Best practices for migrating from BigQuery to ClickHouse Cloud

This document describes best practices for migrating from BigQuery to ClickHouse.

Pre-requisites

You should already be familiar with the ClickHouse core and data modeling concepts explored in:

Choosing a primary key

As in BigQuery, ClickHouse doesn't enforce uniqueness for a table's primary key column values.
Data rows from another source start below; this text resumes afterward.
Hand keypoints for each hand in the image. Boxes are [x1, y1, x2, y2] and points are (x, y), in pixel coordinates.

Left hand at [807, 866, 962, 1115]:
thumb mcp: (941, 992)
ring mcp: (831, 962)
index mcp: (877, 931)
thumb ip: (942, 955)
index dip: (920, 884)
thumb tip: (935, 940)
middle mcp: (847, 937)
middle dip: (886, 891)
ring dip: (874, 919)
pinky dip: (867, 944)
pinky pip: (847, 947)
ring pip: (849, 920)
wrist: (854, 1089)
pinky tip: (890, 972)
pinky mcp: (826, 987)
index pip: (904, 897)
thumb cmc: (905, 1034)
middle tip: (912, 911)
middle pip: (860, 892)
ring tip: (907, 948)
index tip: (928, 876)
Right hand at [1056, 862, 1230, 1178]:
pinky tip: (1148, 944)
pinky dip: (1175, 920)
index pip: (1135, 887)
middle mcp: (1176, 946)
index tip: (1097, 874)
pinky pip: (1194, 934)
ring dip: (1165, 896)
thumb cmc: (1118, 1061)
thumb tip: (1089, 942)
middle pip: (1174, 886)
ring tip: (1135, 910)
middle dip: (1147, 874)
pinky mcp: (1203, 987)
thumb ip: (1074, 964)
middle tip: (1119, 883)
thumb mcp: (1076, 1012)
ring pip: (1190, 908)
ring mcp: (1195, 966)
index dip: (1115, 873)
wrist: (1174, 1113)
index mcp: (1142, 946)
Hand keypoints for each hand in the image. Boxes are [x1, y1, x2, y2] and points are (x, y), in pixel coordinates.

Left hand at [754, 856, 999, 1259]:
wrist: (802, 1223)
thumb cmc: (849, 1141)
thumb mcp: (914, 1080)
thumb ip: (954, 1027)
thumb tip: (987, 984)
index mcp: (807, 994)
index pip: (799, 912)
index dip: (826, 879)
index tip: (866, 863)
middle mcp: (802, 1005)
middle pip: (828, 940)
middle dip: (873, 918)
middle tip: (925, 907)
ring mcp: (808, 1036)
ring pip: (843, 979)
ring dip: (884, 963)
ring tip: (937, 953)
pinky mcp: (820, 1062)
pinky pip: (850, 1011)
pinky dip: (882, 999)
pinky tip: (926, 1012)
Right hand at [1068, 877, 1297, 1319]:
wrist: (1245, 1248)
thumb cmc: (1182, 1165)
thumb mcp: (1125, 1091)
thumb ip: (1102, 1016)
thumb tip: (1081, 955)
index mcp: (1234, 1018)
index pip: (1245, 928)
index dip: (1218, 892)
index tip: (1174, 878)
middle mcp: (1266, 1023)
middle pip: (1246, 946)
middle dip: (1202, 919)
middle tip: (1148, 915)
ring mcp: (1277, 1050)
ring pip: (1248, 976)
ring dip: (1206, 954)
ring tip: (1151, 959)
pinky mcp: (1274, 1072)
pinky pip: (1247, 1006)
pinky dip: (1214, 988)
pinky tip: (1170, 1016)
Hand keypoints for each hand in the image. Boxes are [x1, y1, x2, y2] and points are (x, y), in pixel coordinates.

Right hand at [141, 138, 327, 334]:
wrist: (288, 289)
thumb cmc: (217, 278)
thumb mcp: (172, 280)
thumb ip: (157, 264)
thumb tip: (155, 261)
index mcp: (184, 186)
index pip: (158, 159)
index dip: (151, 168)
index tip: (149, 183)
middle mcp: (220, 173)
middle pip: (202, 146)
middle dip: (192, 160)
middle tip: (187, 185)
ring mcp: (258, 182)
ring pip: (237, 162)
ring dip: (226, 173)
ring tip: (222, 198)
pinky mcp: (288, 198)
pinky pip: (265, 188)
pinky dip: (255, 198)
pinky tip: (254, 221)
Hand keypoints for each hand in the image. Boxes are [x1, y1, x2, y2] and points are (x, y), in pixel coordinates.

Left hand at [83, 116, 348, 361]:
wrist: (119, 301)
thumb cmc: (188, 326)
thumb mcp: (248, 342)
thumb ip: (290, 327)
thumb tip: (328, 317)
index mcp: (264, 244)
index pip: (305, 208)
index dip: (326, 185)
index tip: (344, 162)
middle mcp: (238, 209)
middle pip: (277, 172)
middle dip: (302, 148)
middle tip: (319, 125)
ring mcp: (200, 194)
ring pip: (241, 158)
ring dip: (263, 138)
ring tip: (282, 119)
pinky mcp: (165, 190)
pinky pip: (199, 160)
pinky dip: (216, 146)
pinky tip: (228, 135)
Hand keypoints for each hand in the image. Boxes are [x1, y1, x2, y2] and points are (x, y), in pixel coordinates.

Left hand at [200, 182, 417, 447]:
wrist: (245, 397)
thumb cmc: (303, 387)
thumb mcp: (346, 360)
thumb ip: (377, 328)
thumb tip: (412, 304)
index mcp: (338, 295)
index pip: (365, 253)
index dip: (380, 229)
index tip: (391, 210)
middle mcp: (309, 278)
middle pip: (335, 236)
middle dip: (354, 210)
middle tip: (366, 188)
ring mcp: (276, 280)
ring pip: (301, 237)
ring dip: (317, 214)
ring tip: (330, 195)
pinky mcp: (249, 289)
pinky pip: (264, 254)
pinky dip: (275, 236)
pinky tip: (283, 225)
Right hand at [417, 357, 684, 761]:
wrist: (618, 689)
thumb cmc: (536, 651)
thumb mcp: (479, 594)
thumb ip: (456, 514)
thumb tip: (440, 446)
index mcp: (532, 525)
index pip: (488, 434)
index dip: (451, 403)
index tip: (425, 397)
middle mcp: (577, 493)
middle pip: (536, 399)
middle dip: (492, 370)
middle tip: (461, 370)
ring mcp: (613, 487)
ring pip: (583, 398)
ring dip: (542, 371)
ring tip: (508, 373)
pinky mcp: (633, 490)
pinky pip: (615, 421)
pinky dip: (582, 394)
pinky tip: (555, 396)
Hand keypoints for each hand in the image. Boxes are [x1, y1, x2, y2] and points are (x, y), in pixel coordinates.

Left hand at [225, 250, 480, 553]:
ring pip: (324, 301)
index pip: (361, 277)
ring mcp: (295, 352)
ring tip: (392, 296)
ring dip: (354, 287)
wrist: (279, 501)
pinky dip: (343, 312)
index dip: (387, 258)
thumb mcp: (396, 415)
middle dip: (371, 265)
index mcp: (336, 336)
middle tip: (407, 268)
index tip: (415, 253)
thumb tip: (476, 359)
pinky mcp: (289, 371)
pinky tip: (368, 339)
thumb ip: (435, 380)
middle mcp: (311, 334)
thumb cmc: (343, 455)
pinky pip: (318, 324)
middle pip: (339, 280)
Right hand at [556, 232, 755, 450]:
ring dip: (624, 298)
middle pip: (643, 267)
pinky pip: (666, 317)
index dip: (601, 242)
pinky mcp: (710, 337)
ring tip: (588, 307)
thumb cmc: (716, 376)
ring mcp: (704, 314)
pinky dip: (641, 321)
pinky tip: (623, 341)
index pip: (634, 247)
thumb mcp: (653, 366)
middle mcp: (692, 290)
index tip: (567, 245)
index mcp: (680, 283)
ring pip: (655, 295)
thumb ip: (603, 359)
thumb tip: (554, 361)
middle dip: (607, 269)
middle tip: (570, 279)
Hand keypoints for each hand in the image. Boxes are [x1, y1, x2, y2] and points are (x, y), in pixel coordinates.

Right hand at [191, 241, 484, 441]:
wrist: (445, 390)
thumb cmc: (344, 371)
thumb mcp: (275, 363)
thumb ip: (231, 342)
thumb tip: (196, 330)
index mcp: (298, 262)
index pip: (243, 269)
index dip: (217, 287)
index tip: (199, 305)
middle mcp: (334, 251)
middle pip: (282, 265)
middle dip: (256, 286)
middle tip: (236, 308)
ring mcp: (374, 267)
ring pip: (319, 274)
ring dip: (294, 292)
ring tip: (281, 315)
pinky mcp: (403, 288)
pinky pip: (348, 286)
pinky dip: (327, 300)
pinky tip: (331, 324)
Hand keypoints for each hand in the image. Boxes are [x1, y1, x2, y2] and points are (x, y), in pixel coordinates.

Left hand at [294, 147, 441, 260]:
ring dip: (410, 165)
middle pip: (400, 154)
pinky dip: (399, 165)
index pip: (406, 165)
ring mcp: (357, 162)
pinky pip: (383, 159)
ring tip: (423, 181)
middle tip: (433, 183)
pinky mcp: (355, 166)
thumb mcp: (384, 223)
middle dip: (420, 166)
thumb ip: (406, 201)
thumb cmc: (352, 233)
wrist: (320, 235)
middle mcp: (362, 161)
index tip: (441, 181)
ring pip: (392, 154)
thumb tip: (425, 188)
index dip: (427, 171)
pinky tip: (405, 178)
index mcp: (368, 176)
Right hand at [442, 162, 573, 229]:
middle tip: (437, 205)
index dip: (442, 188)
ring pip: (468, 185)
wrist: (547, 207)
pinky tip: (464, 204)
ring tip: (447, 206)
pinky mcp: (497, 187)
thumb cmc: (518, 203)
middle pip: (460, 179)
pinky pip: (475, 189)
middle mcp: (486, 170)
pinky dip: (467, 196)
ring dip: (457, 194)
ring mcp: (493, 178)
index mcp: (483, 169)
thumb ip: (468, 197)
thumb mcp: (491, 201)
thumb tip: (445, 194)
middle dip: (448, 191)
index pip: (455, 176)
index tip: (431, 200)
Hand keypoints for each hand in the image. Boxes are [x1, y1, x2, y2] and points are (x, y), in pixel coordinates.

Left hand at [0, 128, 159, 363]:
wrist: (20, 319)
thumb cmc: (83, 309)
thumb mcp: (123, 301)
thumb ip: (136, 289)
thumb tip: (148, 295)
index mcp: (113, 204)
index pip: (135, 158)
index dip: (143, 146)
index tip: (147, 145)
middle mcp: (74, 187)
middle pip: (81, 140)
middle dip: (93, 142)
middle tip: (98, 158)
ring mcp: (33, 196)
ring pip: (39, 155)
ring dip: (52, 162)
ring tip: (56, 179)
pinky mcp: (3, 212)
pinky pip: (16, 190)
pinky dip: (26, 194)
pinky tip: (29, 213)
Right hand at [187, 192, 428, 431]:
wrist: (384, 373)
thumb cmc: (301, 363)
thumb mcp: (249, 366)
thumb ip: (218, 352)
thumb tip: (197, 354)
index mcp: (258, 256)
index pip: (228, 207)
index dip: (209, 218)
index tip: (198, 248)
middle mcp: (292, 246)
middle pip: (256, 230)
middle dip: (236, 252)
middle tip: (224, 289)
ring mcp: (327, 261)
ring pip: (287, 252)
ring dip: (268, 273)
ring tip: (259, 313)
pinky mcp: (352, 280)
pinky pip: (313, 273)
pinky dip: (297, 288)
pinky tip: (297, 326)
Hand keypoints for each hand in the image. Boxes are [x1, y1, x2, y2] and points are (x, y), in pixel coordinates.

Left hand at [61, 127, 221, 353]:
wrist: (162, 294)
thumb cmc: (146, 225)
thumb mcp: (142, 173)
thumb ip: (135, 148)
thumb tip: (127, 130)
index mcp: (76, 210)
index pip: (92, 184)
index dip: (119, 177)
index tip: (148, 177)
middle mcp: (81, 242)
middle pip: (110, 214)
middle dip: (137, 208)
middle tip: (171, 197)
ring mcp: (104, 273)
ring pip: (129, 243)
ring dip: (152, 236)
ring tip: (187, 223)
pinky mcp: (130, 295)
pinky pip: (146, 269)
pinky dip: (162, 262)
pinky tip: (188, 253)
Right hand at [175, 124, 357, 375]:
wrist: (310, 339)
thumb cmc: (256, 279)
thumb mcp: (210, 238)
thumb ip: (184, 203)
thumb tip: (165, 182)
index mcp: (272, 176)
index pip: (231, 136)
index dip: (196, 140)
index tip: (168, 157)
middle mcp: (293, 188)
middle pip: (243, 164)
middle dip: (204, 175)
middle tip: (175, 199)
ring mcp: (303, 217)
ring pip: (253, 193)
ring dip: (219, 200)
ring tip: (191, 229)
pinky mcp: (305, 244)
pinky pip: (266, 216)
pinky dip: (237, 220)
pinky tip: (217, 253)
Similar to clustering in BigQuery, a ClickHouse table's data is stored on disk ordered by the primary key columns. This sort order is utilized by the query optimizer to prevent resorting, minimize memory usage for joins, and enable short-circuiting for limit clauses. In contrast to BigQuery, ClickHouse automatically creates a (sparse) primary index based on the primary key column values. This index is used to speed up all queries that contain filters on the primary key columns. Specifically:

Memory and disk efficiency are paramount to the scale at which ClickHouse is often used. Data is written to ClickHouse tables in chunks known as parts, with rules applied for merging the parts in the background. In ClickHouse, each part has its own primary index. When parts are merged, then the merged part's primary indexes are also merged. Not that these indexes aren't built for each row. Instead, the primary index for a part has one index entry per group of rows - this technique is called sparse indexing.
Sparse indexing is possible because ClickHouse stores the rows for a part on disk ordered by a specified key. Instead of directly locating single rows (like a B-Tree-based index), the sparse primary index allows it to quickly (via a binary search over index entries) identify groups of rows that could possibly match the query. The located groups of potentially matching rows are then, in parallel, streamed into the ClickHouse engine to find the matches. This index design allows for the primary index to be small (it completely fits into the main memory) while still significantly speeding up query execution times, especially for range queries that are typical in data analytics use cases. For more details, we recommend this in-depth guide.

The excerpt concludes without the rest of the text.